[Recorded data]
··········
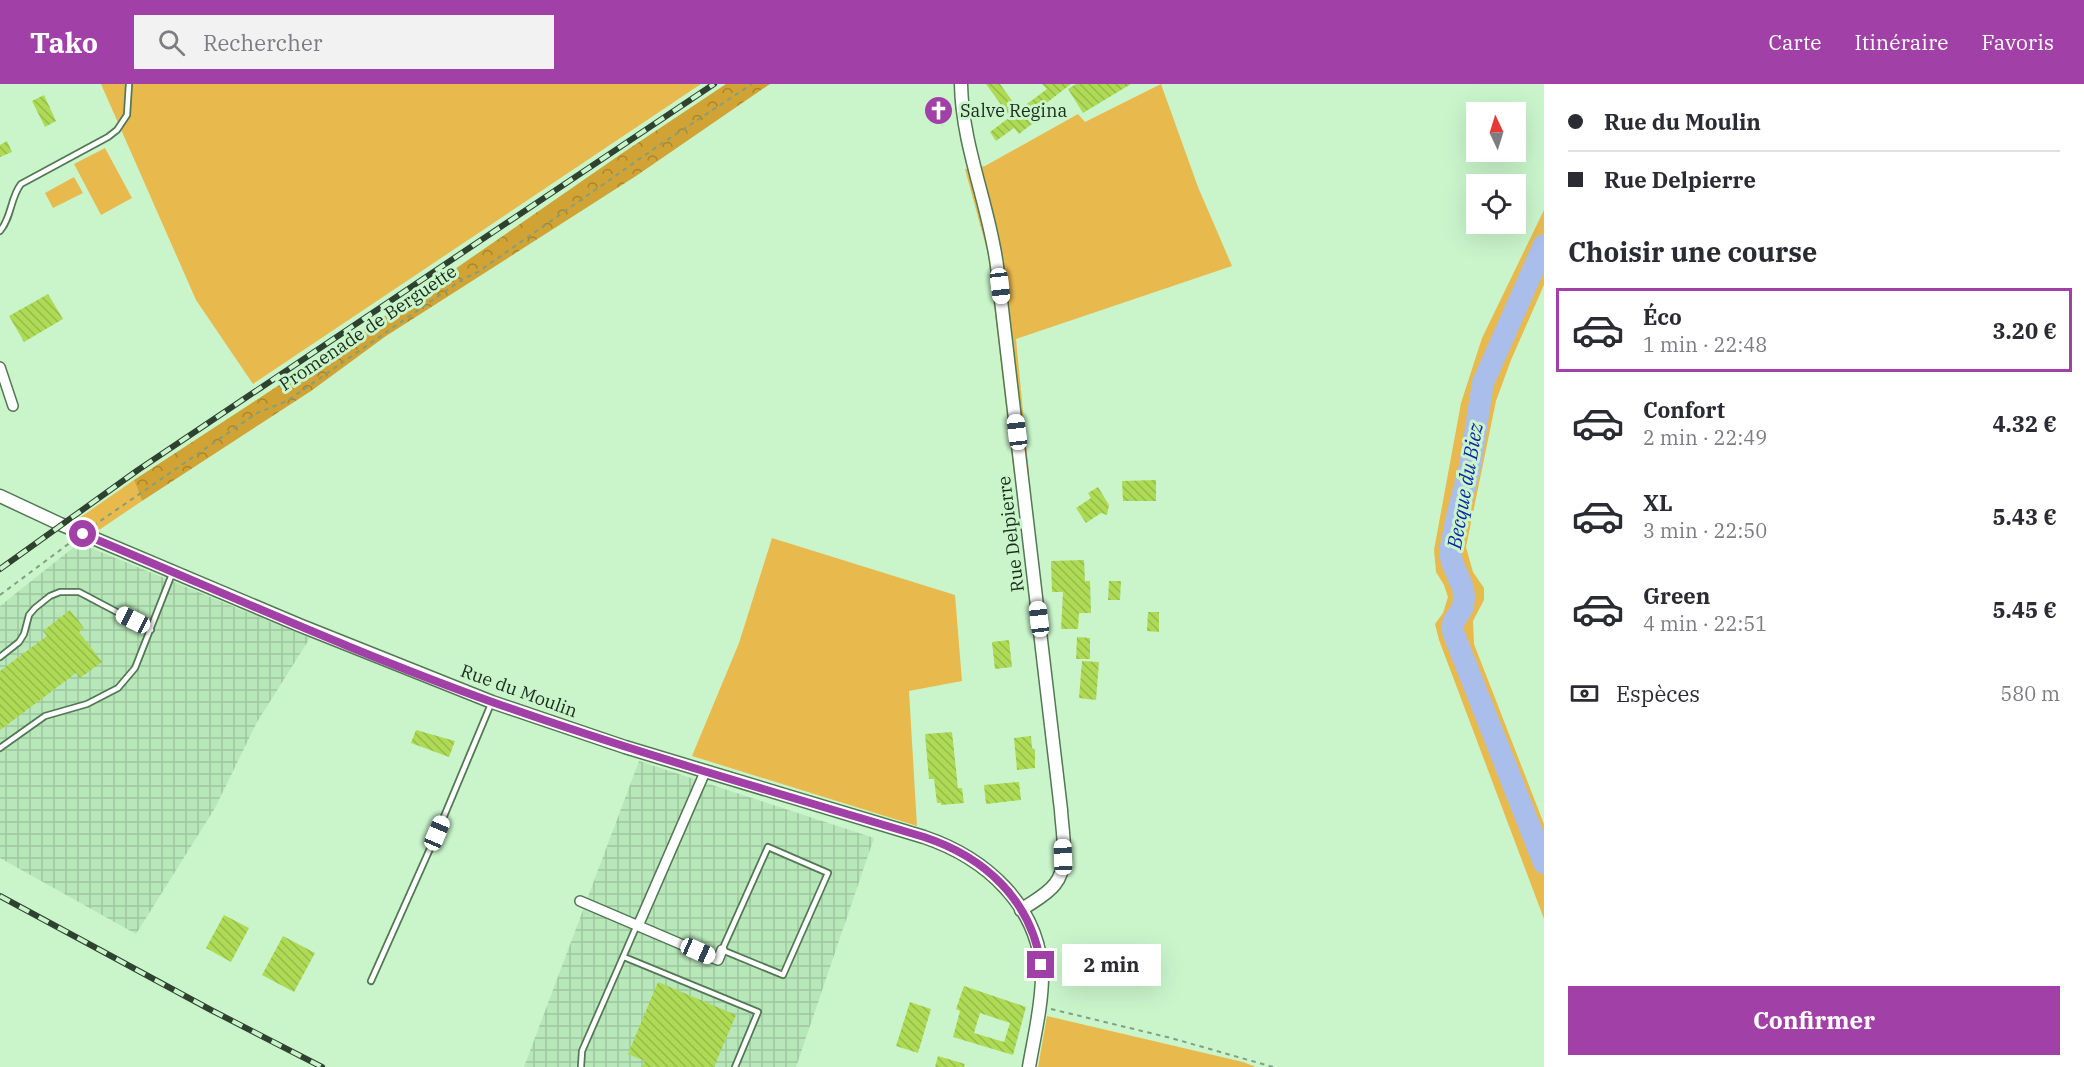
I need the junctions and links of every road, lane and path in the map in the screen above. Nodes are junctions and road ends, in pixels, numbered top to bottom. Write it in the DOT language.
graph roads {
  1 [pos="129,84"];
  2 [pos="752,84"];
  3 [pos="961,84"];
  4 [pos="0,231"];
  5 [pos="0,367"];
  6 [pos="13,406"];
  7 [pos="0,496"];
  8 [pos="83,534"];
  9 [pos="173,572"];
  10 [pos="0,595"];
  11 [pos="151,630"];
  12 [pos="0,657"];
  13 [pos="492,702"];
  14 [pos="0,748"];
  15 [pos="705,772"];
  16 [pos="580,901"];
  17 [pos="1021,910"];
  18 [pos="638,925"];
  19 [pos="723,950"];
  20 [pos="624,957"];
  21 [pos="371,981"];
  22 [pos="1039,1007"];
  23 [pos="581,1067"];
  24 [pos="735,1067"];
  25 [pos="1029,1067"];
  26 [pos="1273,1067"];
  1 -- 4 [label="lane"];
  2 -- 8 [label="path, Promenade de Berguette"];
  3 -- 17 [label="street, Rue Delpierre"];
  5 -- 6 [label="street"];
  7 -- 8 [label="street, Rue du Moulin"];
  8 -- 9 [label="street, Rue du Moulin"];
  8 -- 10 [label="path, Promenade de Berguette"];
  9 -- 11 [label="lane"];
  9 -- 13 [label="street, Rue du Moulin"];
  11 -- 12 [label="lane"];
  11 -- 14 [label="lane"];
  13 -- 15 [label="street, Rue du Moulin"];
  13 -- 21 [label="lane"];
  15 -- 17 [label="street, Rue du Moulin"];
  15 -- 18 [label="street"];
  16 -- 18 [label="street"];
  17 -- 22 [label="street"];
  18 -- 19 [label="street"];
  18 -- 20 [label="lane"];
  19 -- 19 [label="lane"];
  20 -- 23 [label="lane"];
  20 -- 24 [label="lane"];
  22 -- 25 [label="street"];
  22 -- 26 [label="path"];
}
··········
WHAT THE EXERCISE ASKS :: Set down every entry above exactly as written, but skip the pictures.

ANSWER SPACE ::
I need the junctions and links of every road, lane and path in the map in the screen above. Nodes are junctions and road ends, in pixels, numbered top to bottom. Write it in the DOT language.
graph roads {
  1 [pos="129,84"];
  2 [pos="752,84"];
  3 [pos="961,84"];
  4 [pos="0,231"];
  5 [pos="0,367"];
  6 [pos="13,406"];
  7 [pos="0,496"];
  8 [pos="83,534"];
  9 [pos="173,572"];
  10 [pos="0,595"];
  11 [pos="151,630"];
  12 [pos="0,657"];
  13 [pos="492,702"];
  14 [pos="0,748"];
  15 [pos="705,772"];
  16 [pos="580,901"];
  17 [pos="1021,910"];
  18 [pos="638,925"];
  19 [pos="723,950"];
  20 [pos="624,957"];
  21 [pos="371,981"];
  22 [pos="1039,1007"];
  23 [pos="581,1067"];
  24 [pos="735,1067"];
  25 [pos="1029,1067"];
  26 [pos="1273,1067"];
  1 -- 4 [label="lane"];
  2 -- 8 [label="path, Promenade de Berguette"];
  3 -- 17 [label="street, Rue Delpierre"];
  5 -- 6 [label="street"];
  7 -- 8 [label="street, Rue du Moulin"];
  8 -- 9 [label="street, Rue du Moulin"];
  8 -- 10 [label="path, Promenade de Berguette"];
  9 -- 11 [label="lane"];
  9 -- 13 [label="street, Rue du Moulin"];
  11 -- 12 [label="lane"];
  11 -- 14 [label="lane"];
  13 -- 15 [label="street, Rue du Moulin"];
  13 -- 21 [label="lane"];
  15 -- 17 [label="street, Rue du Moulin"];
  15 -- 18 [label="street"];
  16 -- 18 [label="street"];
  17 -- 22 [label="street"];
  18 -- 19 [label="street"];
  18 -- 20 [label="lane"];
  19 -- 19 [label="lane"];
  20 -- 23 [label="lane"];
  20 -- 24 [label="lane"];
  22 -- 25 [label="street"];
  22 -- 26 [label="path"];
}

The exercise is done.